Sinner DC is all circular, all spinning. It is silvery particles being held together by some undiscoverable but essential dark matter. Unreduced surface noise is made smooth and soft against the ear skin.
In the first of a planned series of collaborations with various musical entities, the Museum of Ethnography in Geneva—whose audio archives house thousands upon thousands of recordings from around the world—granted local rhythmic duo Sinner DC free access to its database. A new name to the undersigned, though apparently active and applauded for some twenty years now. With great discretion, MEG / CDG weaves samples culled from Niger, the United States and Romania into its heady compositions. Each track is stamped with an IATA airport code—Medan, Alice Springs, Lagos, Memphis and Warsaw.
With “MES” opening it like gently like the dawn, the album begins to twirl with “LOS”. Sinner DC is all circular, all spinning. It is silvery particles being held together by some undiscoverable but essential dark matter.

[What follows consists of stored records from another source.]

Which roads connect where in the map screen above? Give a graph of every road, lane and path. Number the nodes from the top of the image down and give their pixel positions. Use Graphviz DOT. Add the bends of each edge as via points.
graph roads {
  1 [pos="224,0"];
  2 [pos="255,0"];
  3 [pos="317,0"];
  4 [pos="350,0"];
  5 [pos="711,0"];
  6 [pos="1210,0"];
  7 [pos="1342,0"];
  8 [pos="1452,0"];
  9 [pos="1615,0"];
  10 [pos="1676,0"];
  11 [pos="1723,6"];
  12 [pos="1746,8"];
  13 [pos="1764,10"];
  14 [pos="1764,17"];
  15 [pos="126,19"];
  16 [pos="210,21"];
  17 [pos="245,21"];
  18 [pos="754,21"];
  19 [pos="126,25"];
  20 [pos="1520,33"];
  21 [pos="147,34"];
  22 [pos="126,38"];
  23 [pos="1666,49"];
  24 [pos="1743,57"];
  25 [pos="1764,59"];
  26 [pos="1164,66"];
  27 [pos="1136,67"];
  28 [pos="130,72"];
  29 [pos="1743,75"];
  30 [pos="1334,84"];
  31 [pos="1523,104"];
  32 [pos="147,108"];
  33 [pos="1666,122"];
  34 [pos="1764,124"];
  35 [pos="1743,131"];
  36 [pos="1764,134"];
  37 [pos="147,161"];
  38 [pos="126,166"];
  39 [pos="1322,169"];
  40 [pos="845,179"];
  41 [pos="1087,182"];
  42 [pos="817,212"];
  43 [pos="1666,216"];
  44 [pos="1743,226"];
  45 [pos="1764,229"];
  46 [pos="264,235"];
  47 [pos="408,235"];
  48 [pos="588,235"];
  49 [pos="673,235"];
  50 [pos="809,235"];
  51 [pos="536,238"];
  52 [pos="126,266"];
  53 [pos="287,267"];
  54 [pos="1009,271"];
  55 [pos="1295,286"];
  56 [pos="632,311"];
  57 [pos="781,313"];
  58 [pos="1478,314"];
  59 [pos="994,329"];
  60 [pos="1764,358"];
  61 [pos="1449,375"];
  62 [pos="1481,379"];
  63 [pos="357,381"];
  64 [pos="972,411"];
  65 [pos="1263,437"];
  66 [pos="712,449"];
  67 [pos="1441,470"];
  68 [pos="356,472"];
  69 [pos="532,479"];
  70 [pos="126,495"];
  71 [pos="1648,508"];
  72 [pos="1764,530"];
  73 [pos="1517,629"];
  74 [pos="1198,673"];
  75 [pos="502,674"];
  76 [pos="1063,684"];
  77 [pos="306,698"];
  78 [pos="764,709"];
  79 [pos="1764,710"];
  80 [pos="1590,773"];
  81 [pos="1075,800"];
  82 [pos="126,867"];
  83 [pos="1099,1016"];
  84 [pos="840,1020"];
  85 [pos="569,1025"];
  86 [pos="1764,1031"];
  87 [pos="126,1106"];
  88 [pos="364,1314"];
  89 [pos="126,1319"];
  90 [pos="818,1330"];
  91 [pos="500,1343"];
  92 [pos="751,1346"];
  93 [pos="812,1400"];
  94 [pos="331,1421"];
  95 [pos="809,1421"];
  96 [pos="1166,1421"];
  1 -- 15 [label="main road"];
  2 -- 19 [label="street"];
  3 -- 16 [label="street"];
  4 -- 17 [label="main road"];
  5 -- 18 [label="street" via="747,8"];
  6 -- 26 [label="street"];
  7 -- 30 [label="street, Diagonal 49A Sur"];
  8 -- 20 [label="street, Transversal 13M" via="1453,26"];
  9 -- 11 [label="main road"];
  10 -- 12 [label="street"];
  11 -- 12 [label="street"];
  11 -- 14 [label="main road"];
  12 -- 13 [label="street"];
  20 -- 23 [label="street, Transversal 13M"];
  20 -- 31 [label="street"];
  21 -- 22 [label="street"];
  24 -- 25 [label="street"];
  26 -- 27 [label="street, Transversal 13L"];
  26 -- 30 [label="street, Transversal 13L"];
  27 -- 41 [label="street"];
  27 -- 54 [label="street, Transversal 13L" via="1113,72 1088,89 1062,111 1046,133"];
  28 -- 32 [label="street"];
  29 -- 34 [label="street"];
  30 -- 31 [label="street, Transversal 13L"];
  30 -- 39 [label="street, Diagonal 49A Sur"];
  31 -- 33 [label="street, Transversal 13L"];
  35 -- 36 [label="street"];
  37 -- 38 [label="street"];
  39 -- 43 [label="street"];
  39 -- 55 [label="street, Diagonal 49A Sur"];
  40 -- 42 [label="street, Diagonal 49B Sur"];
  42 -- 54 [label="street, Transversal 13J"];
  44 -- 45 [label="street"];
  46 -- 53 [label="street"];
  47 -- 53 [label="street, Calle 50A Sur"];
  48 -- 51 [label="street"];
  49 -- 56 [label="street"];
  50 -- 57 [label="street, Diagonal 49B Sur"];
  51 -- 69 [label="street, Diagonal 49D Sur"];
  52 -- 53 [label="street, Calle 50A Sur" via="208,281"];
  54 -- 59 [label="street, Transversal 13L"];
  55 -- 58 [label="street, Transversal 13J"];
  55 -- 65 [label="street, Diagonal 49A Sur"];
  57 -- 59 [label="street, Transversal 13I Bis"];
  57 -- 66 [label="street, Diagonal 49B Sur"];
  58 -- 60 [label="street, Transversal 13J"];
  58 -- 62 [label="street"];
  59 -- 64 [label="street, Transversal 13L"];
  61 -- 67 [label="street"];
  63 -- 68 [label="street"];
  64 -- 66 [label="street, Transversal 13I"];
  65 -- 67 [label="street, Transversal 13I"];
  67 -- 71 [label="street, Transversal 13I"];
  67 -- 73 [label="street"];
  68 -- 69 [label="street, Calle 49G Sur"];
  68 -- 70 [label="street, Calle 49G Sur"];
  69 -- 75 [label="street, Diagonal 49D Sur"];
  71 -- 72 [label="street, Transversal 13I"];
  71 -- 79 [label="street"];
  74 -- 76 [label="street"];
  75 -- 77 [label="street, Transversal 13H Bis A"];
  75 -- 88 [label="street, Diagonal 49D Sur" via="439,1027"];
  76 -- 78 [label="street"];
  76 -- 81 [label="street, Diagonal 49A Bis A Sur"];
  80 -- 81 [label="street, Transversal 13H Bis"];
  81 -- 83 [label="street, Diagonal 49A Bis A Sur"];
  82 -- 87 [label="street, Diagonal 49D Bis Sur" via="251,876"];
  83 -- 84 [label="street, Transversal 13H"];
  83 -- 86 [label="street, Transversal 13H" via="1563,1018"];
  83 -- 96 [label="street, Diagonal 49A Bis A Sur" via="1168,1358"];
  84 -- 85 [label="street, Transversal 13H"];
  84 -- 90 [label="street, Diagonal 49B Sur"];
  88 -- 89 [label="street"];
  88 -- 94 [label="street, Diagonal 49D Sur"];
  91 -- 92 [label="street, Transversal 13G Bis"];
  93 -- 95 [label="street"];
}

Unreduced surface noise is made smooth and soft against the ear skin.
As MEG/CDG steadily gains momentum, it tilt-a-whirls the timbre of the sound in air, it loops and echoes for eternity the sweet praises of a young woman in pre-war America; then a supplicant, she now becomes an entrancer. “ASP,” the lengthiest track at over thirteen minutes, calls and responds with heroic stoicism in a frictional but weightless stillness. “WAW” is a classical string orchestra, a four-minute coda that, like Andrew Deutsch famously did with some “quiet bits” from Mahler, stirs something profound in an atmosphere that is already furtively romantic.
MEG/CDG is available on Mental Groove / Geneva Ethnography Museum.